A new software system developed at the University of Michigan uses video game technology to help solve one of the most daunting hurdles facing self-driving cars – the high cost of the laser scanners self-driving cars use to determine their location.
CSE doctoral candidate Ryan Wolcott estimates that it could shave thousands of dollars from the cost of self-driving vehicles. The technology enables them to navigate using a single video camera, delivering the same level of accuracy as laser scanners at a fraction of the cost. His paper detailing the system was recently named best student paper at the Conference on Intelligent Robots and Systems in Chicago.
"The laser scanners used by most self-driving cars in development today cost tens of thousands of dollars, and I thought there must be a cheaper sensor that could do the same job," he said. "Cameras only cost a few dollars each and they're already in a lot of cars. So they were an obvious choice."
His system builds on the navigation systems used in other self-driving cars that are currently in development, including Google's vehicle. They use three-dimensional laser scanning technology to create a real-time map of their environment, then compare that real-time map to a pre-drawn map stored in the system. By making thousands of comparisons per second, they're able to determine the vehicle's location within a few centimeters.
Wolcott's system uses the same approach, with one crucial difference: his software converts the map data into a three-dimensional picture much like a video game. The car's navigation system can then compare these synthetic pictures with the real-world pictures streaming in from a conventional video camera.
Prof. Ryan Eustice, a U-M associate professor of naval architecture and marine engineering who is working with Wolcott on the technology, said one of the key challenges was designing a system that could process a massive amount of video data in real time.
"Visual data takes up much more space than any other kind of data," he said. "So one of the challenges was to build a system that could do that heavy lifting and still deliver an accurate location in real time."
To do the job, the team again turned to the world of video games, building a system out of graphics processing technology that’s well known to gamers.
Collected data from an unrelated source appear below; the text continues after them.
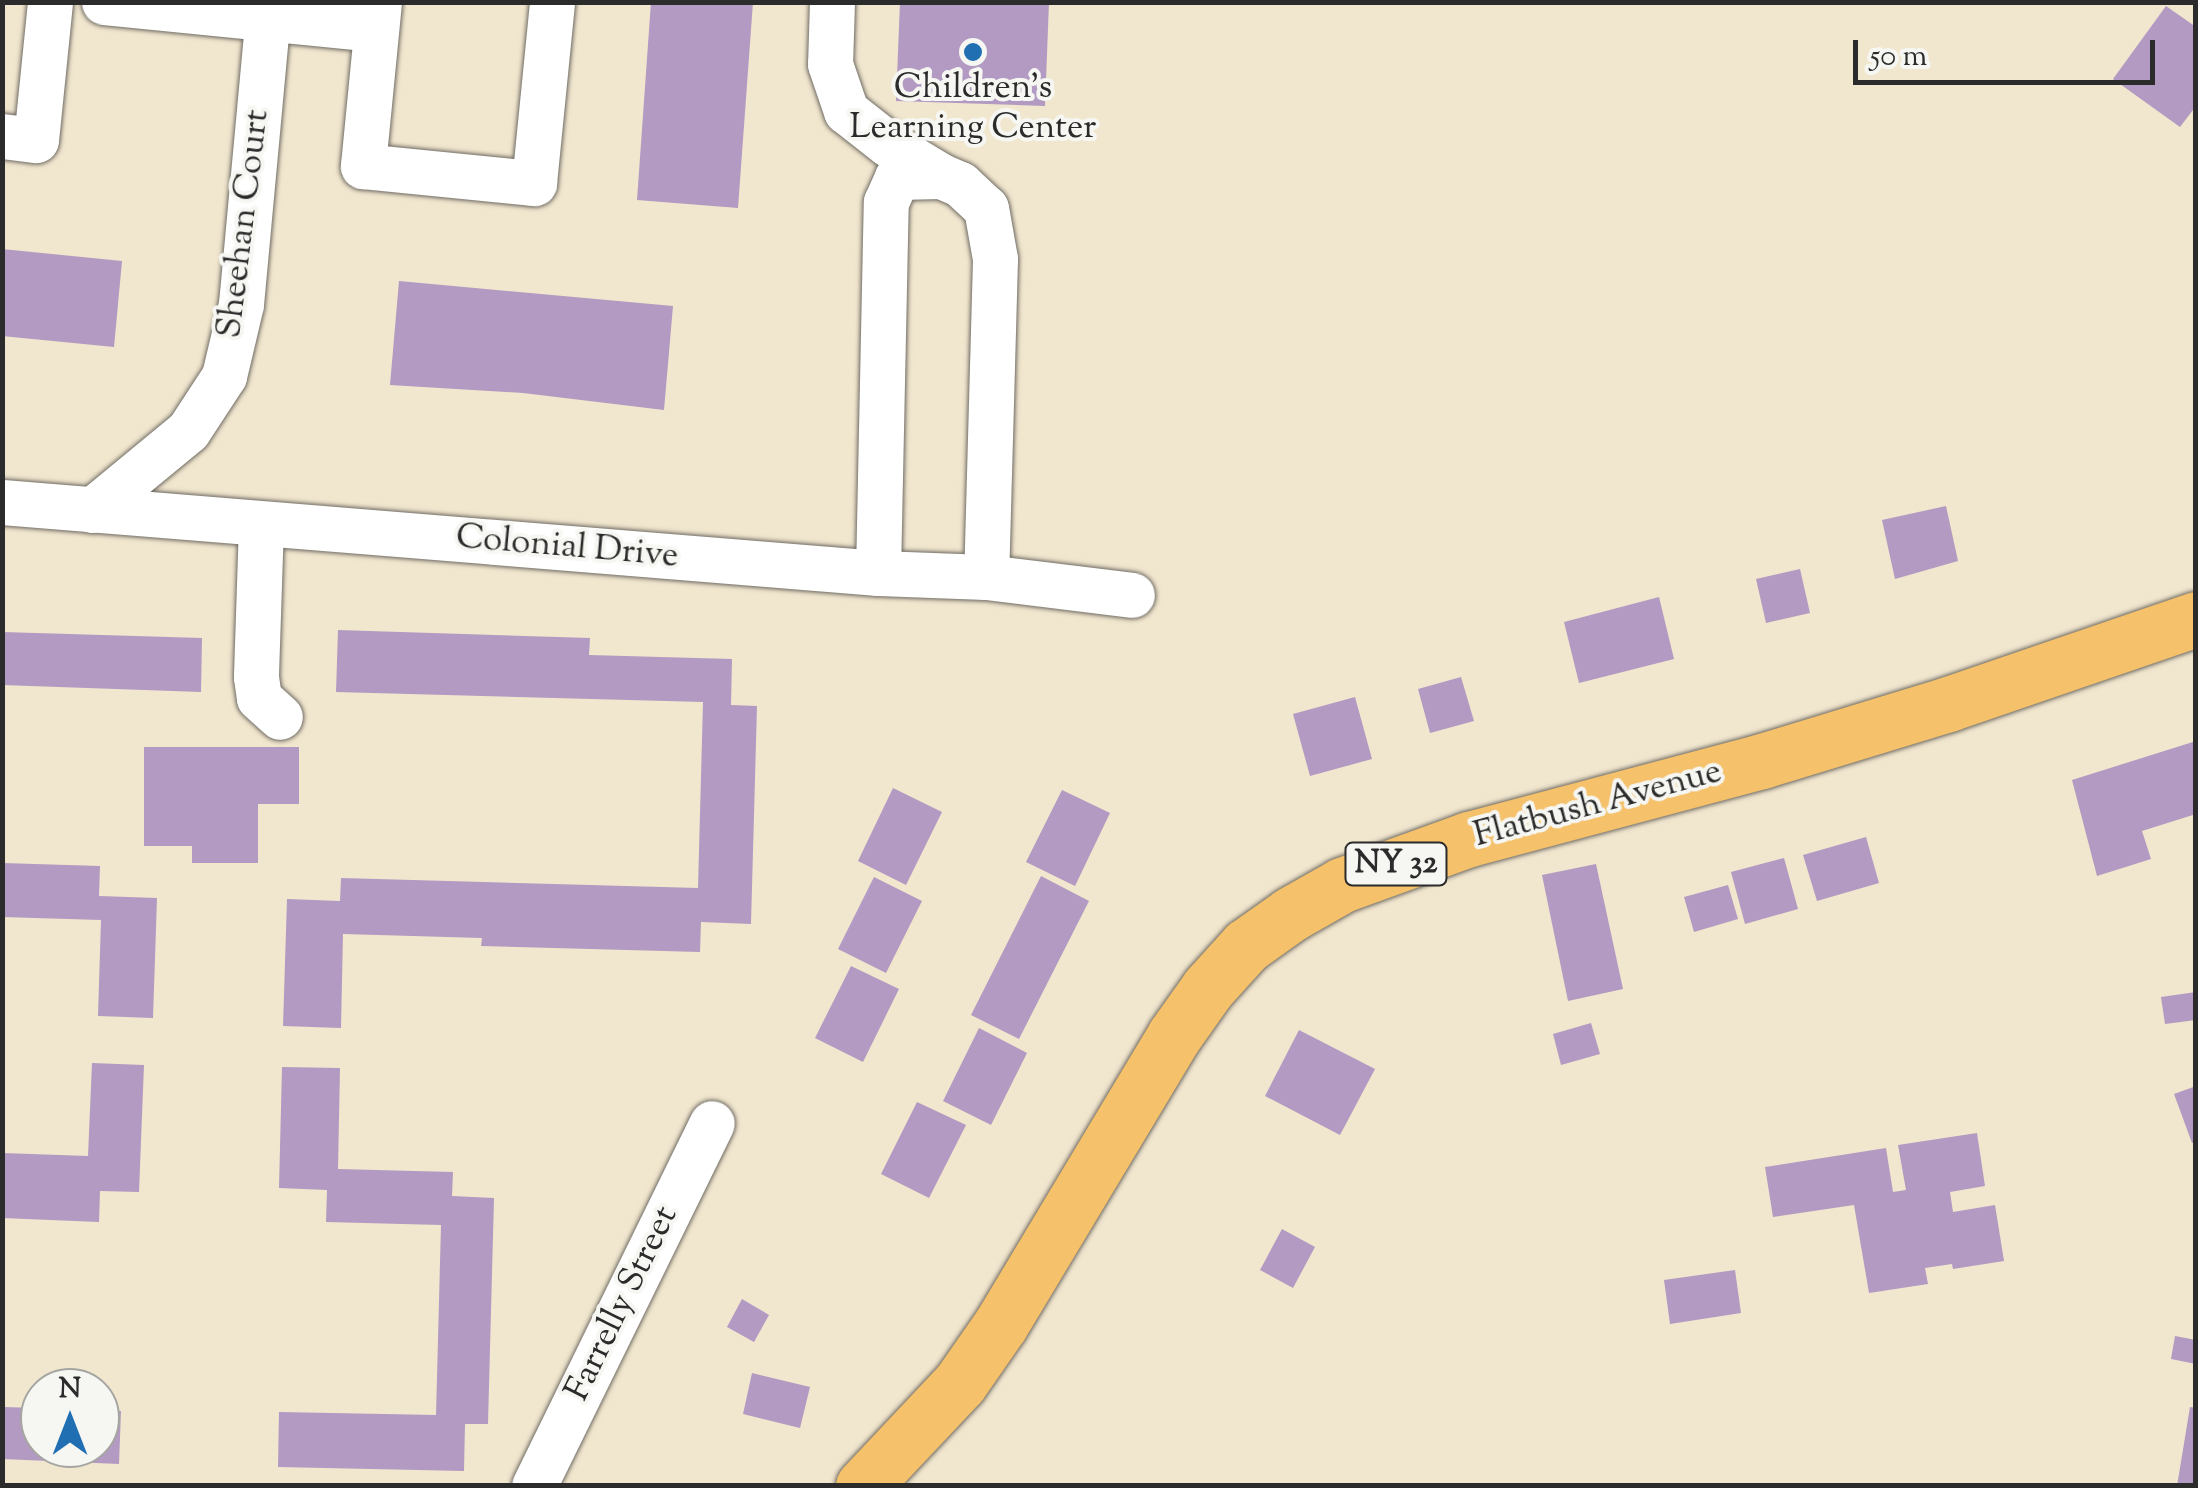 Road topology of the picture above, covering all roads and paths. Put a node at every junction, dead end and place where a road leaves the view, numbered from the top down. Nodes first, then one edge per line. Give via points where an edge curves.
1 (50, 2) edge
2 (104, 2) edge
3 (552, 2) edge
4 (832, 2) edge
5 (269, 11) edge
6 (378, 16) edge
7 (2, 136) edge
8 (941, 176) junction
9 (2, 502) edge
10 (92, 510) junction
11 (261, 524) junction
12 (878, 572) junction
13 (986, 577) junction
14 (1132, 595) dead end
15 (2196, 619) edge
16 (280, 717) dead end
17 (712, 1122) dead end
18 (534, 1486) edge
19 (864, 1486) edge

1 - 7 street via 36,140
2 - 5 street
3 - 6 street via 534,183 363,166
4 - 8 street via 830,64 846,111
5 - 6 street
5 - 10 street, Sheehan Court via 241,304 224,376 188,432
8 - 12 street via 897,177 886,202
8 - 13 street via 986,208 995,259
9 - 10 street, Colonial Drive
10 - 11 street, Colonial Drive
11 - 12 street, Colonial Drive
11 - 16 street via 256,677 259,698
12 - 13 street, Colonial Drive
13 - 14 street, Colonial Drive
15 - 19 main road, Flatbush Avenue / NY 32 via 1780,755 1468,839 1342,885 1291,914 1246,946 1208,988 980,1354
17 - 18 street, Farrelly Street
The system is inexpensive, yet able to make thousands of complex decisions every second.
"When you’re able to push the processing work to a graphics processing unit, you’re using technology that’s mass produced and widely available," Eustice said. "It's very powerful, but it's also very cost-effective."
The team has successfully tested the system on the streets of downtown Ann Arbor. While they kept the car under manual control for safety, the navigation system successfully provided accurate location information. Further testing is slated for this year at U-M's new Mobility Transformation Facility test track, set to open this summer.
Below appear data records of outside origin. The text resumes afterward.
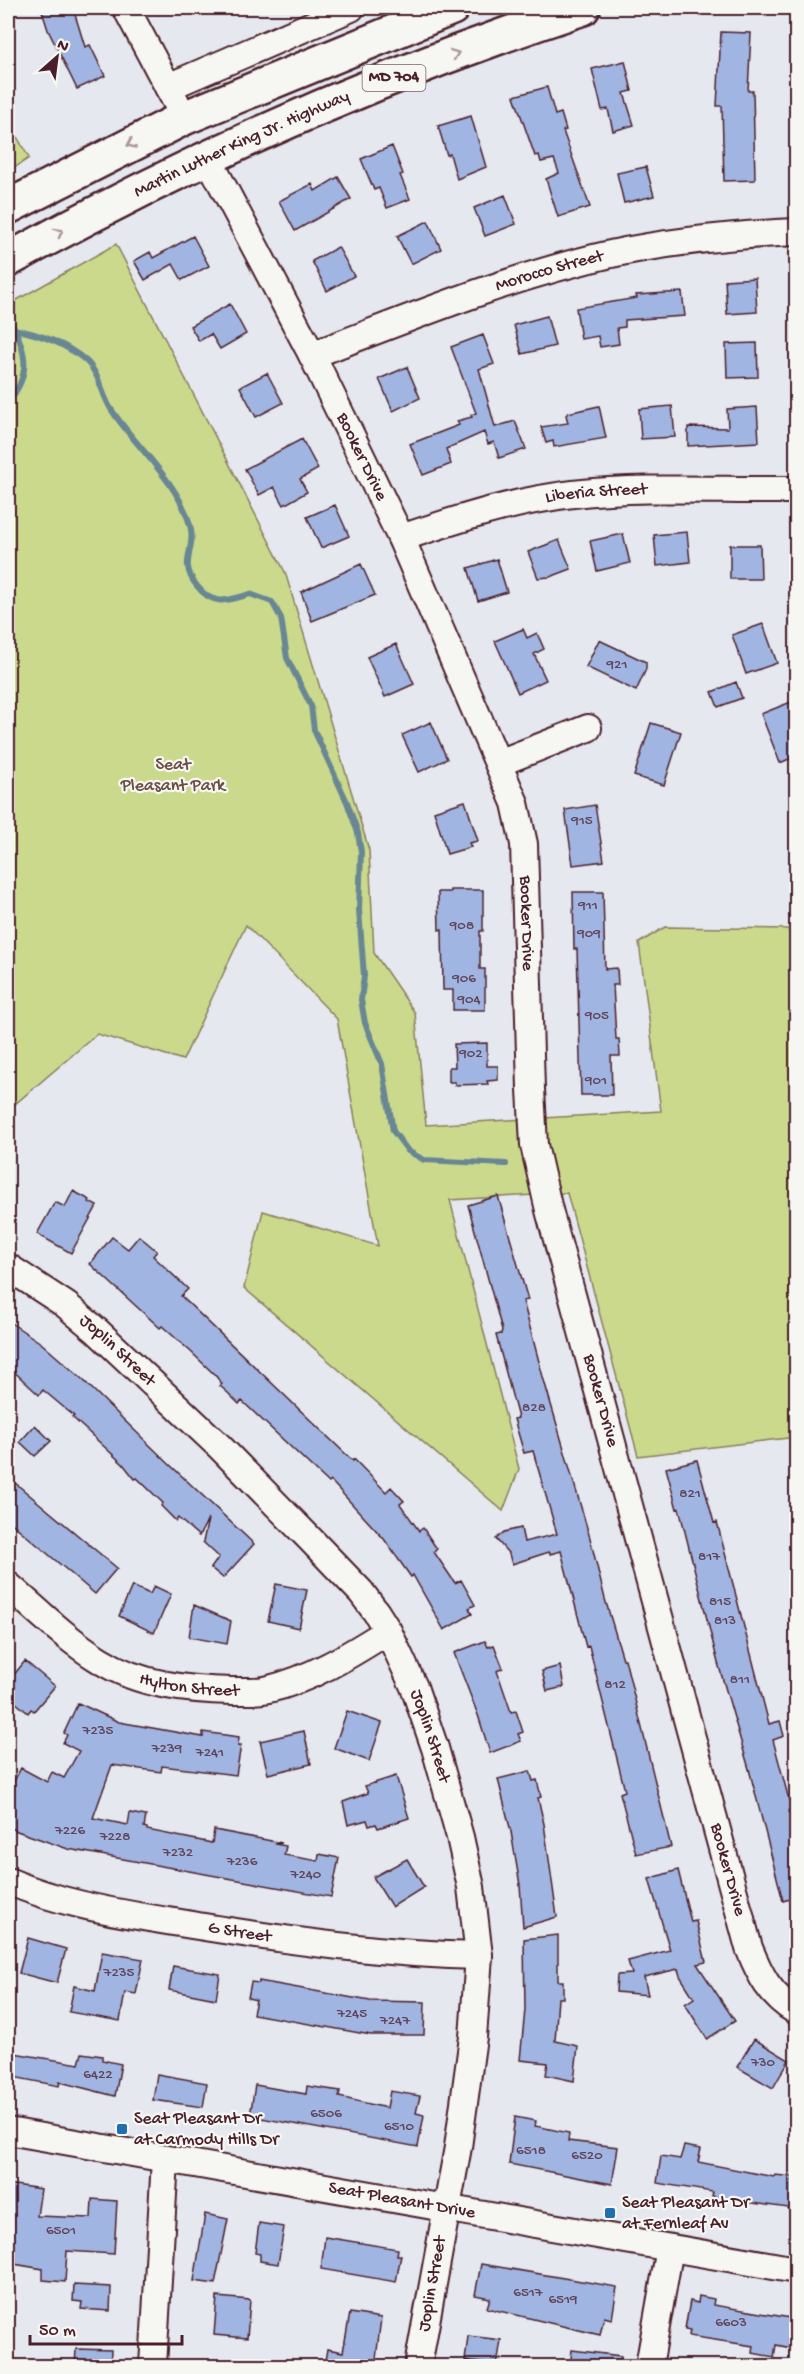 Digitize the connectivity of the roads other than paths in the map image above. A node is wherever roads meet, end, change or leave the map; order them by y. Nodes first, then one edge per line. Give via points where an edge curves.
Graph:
1 (126, 8) edge
2 (351, 8) edge
3 (452, 8) edge
4 (583, 8) edge
5 (409, 25) junction
6 (168, 87) junction
7 (184, 118) junction
8 (208, 158) junction
9 (8, 207) edge
10 (796, 232) edge
11 (8, 235) edge
12 (8, 260) edge
13 (312, 355) junction
14 (796, 489) edge
15 (401, 538) junction
16 (588, 728) dead end
17 (499, 763) junction
18 (8, 1267) edge
19 (8, 1584) edge
20 (388, 1630) junction
21 (8, 1881) edge
22 (479, 1956) junction
23 (796, 2011) edge
24 (8, 2131) edge
25 (165, 2160) junction
26 (446, 2209) junction
27 (670, 2248) junction
28 (796, 2270) edge
29 (153, 2367) edge
30 (418, 2367) edge
31 (649, 2367) edge

1 - 6 street
2 - 6 street
3 - 5 main road, MD 704
8 -> 4 main road, Martin Luther King Jr. Highway / MD 704 via 369,88
5 - 7 main road, MD 704
5 - 8 main road via 401,37 374,54 211,126 205,134
6 - 7 street
7 -> 9 main road, MD 704
7 - 11 main road via 178,138 163,153
12 -> 8 main road, Martin Luther King Jr. Highway / MD 704 via 68,226
8 - 13 street, Booker Drive
10 - 13 street, Morocco Street via 691,241 600,257 488,289
13 - 15 street, Booker Drive
14 - 15 street, Liberia Street via 660,488 573,494 504,506
15 - 17 street, Booker Drive
16 - 17 street
17 - 23 street, Booker Drive via 515,803 524,844 534,1145 549,1210 749,1948 771,1992
18 - 20 street, Joplin Street via 66,1305 219,1446 360,1592
19 - 20 street, Hylton Street via 67,1636 105,1663 147,1681 189,1688 268,1690 333,1664
20 - 22 street, Joplin Street via 414,1687 446,1786 471,1887
21 - 22 street, G Street via 66,1902 242,1933 336,1947
22 - 26 street, Joplin Street via 473,2037
24 - 25 street, Seat Pleasant Drive
25 - 26 street, Seat Pleasant Drive
25 - 29 street
26 - 27 street, Seat Pleasant Drive
26 - 30 street, Joplin Street
27 - 28 street, Seat Pleasant Drive
27 - 31 street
The system won't completely replace laser scanners, at least for now – they're still needed for other functions like long-range obstacle detection. But the researchers say it's an important step toward building lower-cost navigation systems. Eventually, their research may also help driverless vehicle technology move past map-based navigation and pave the way to systems that see the road more like humans do.
"Map-based navigation is going to be an important part of the first wave of driverless vehicles, but it does have limitations; you can't drive anywhere that's not on the map," Eustice said. "Putting cameras in cars and exploring what we can do with them is an early step toward cars that have human-level perception."
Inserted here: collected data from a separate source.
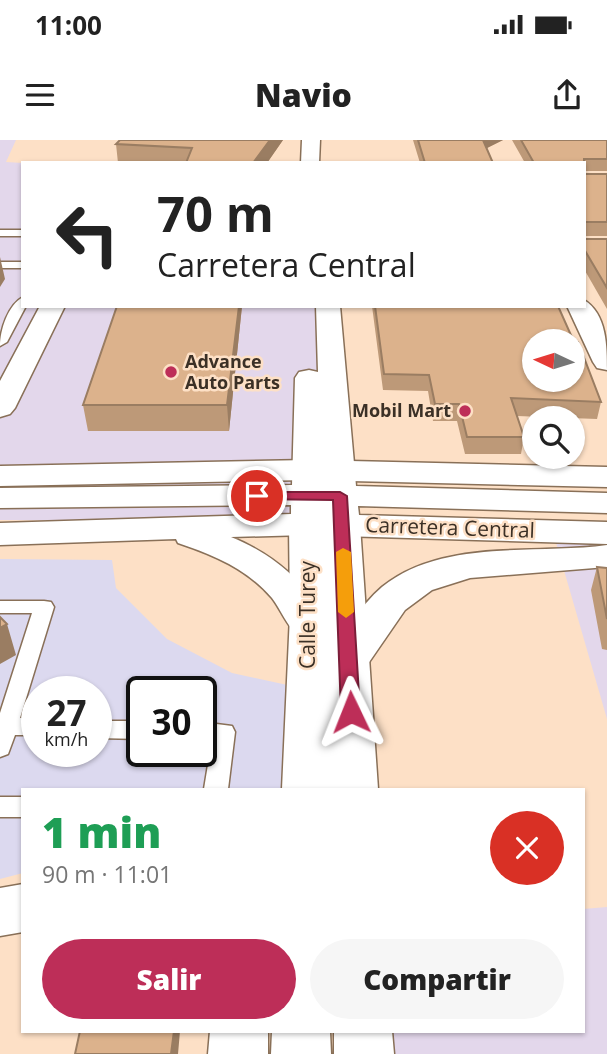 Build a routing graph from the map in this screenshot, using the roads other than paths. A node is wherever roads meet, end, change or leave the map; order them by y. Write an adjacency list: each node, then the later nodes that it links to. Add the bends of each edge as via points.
1 (311, 140): 3 (main road)
2 (324, 140): 4 (main road)
3 (310, 161)
4 (325, 161)
5 (0, 233): 6 (lane)
6 (21, 233)
7 (0, 265): 8 (lane)
8 (21, 265)
9 (21, 305): 14 (lane)
10 (52, 308): 16 (main road)
11 (309, 308): 19 (main road)
12 (328, 308): 19 (main road)
13 (580, 308): 15 (main road)
14 (0, 342)
15 (603, 346)
16 (0, 408)
17 (0, 476): 19 (main road)
18 (607, 477): 19 (main road)
19 (324, 497): 20 (main road, Carretera Central); 21 (main road, Carretera Central); 22 (main road, Carretera Central); 23 (main road, Carretera Central); 27 (main road, Calle Turey); 28 (main road, Calle Turey)
20 (0, 498)
21 (607, 503)
22 (169, 528): 24 (main road, Carretera Central); 27 (main road, via 229,548 267,570 290,593)
23 (607, 533)
24 (0, 534)
25 (607, 556): 28 (main road, via 509,562 438,574 395,596)
26 (0, 607): 29 (lane, via 44,607)
27 (310, 624): 34 (main road, Calle Turey)
28 (348, 661): 35 (main road, Calle Turey)
29 (7, 726): 30 (lane); 32 (lane)
30 (21, 726)
31 (217, 732): 33 (lane, via 224,732)
32 (0, 748)
33 (216, 788)
34 (306, 788)
35 (354, 788)
36 (0, 807): 37 (lane)
37 (21, 807)
38 (21, 908): 39 (main road)
39 (0, 912)
40 (239, 1033): 43 (main road)
41 (301, 1033): 44 (main road)
42 (363, 1033): 45 (main road)
43 (238, 1054)
44 (301, 1054)
45 (364, 1054)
The camera-based system still faces many of the same hurdles as laser-based navigation, including how to adapt to varying weather conditions and light levels, as well as unexpected changes in the road. But it's a valuable new tool in the still-evolving arsenal of technology that's moving driverless cars toward reality.
The paper is titled Visual Localization within LIDAR Maps for Automated Urban Driving. This work was supported by a grant from Ford Motor Company via the Ford-UM Alliance under award N015392; Wolcott was supported by The SMART Scholarship for Service Program by the United States Department of Defense.